For some careers like shipbuilding, auto repair or plumbing, rookies usually have to go though an intensive apprenticeship period and medical school graduates have to go through years of residency and internships under supervision before they can go out on their own.

So what do young lawyers do?

After receiving a bar license number, a new attorney can seemingly hang out their shingle and get to work. Though law schools have numerous mock trial and law review programs that prepare students for real life experience, there is a lot of practical information that isn’t included in all of the required reading law students go through.

Luckily for green attorneys in Jacksonville the Fourth Judicial Circuit’s Professionalism Committee and the Jacksonville Bar Association came together to form the Mentor Program.

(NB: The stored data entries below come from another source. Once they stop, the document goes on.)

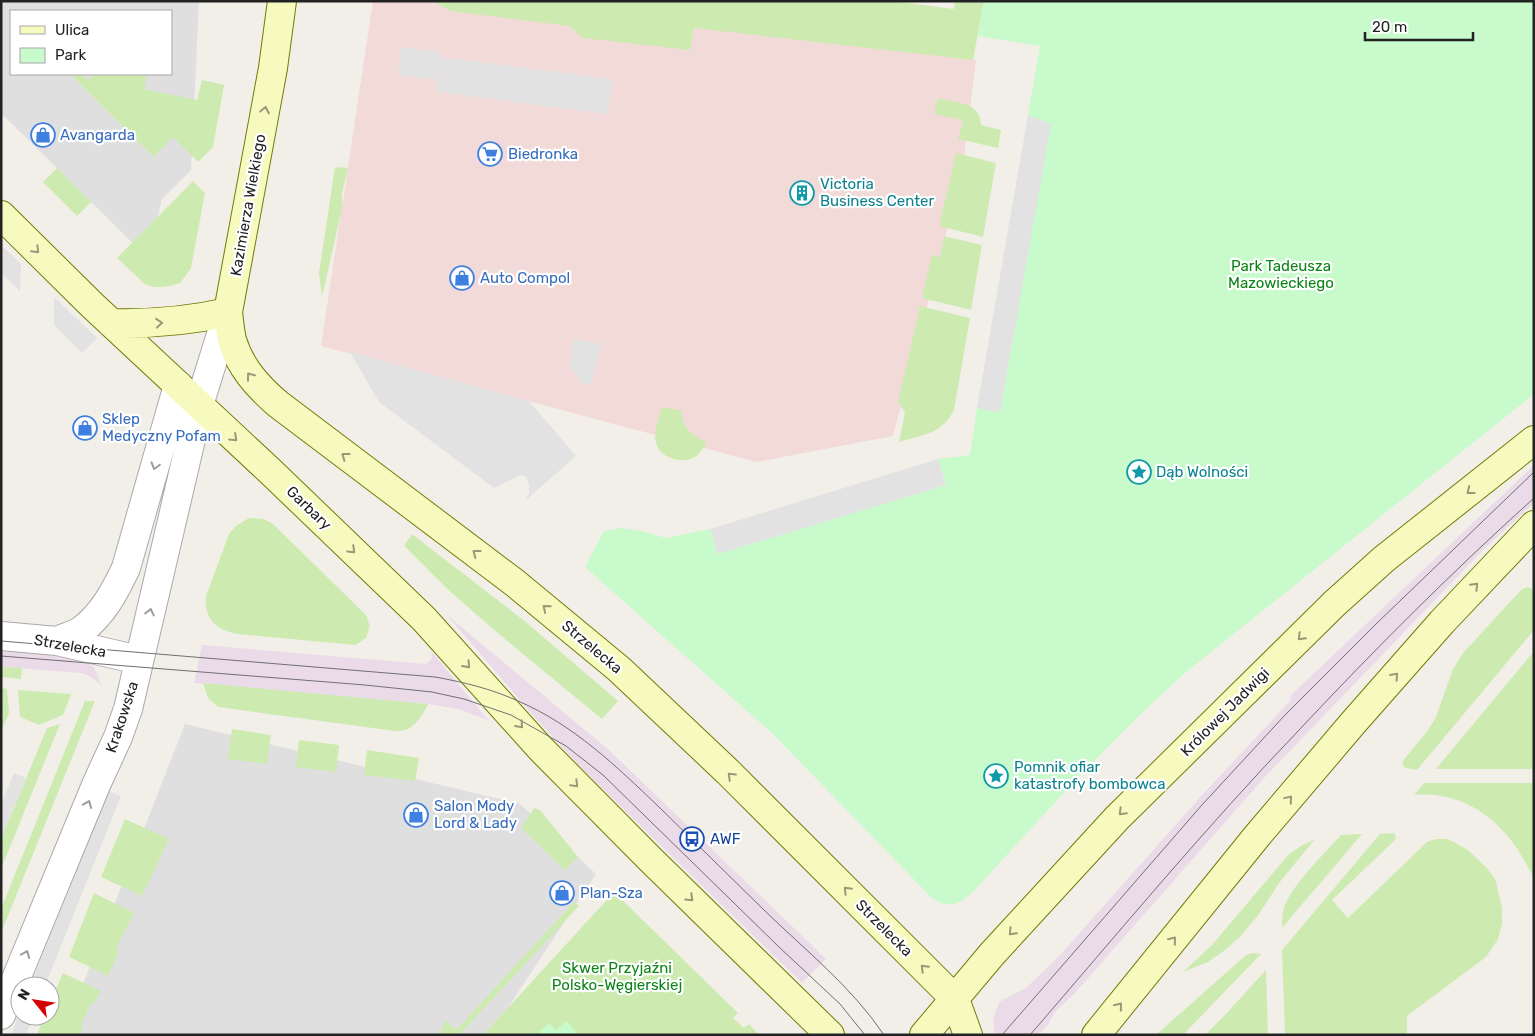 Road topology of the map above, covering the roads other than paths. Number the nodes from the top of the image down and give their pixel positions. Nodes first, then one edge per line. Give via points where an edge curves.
1 (282, 1) edge
2 (1, 215) edge
3 (228, 312) junction
4 (111, 323) junction
5 (178, 385) junction
6 (199, 405) junction
7 (1534, 440) edge
8 (1534, 525) edge
9 (1, 636) edge
10 (56, 641) junction
11 (139, 660) junction
12 (954, 999) junction
13 (1, 1015) edge
14 (830, 1035) edge
15 (924, 1035) edge
16 (968, 1035) edge
17 (1096, 1035) edge

3 -> 1 street, Kazimierza Wielkiego via 273,68
2 -> 4 street, Garbary
4 -> 3 street via 194,320
3 - 6 street, Kazimierza Wielkiego
12 -> 3 street, Strzelecka via 735,779 619,669 515,582 260,389 244,368 232,340
4 - 5 street, Garbary
5 - 6 street, Garbary
5 -> 10 street via 126,568 112,596 96,616 81,631
11 -> 6 street, Krakowska
6 -> 14 street, Garbary via 424,619 541,749
7 -> 12 street, Królowej Jadwigi via 1384,559 1335,603 1116,818
17 -> 8 street via 1353,723
9 - 10 street, Strzelecka
10 - 11 street, Strzelecka
13 -> 11 street, Krakowska via 118,737
12 - 15 street, Królowej Jadwigi
12 - 16 street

“So much of what we do is learned by watching someone else,” said Stacy Watson-May, chair of the Mentor Program and an attorney at Holland & Knight. “Mentorship is good for learning what isn’t in rule books and textbooks.”

Founded in 1999, the program was created to provide new attorneys within the Fourth Judicial Circuit and the JBA an opportunity to heighten their degree of civility, professionalism and confidence by being paired with a more experienced counselor.

So far Watson-May said the program has produced about about 50 mentor-mentee relationships. Watson-May said the program is important because there are some areas of practice like knowing how to prepare orders or knowing when it is not appropriate to call a judge’s chambers that a young lawyer would have to learn the hard way unless they have someone experienced to guide them properly.

“Until you have been in a courtroom, you don’t fully appreciate that kind of advice,” she said.

To be a mentor, Watson-May said applicants must have at least seven years of legal practice under their belt with at least four years served in the fourth district. Though they don’t have to be affiliated with the Jacksonville Bar, applicants must be in good standing with the Florida Bar and have had no disciplinary actions in the past 10 years.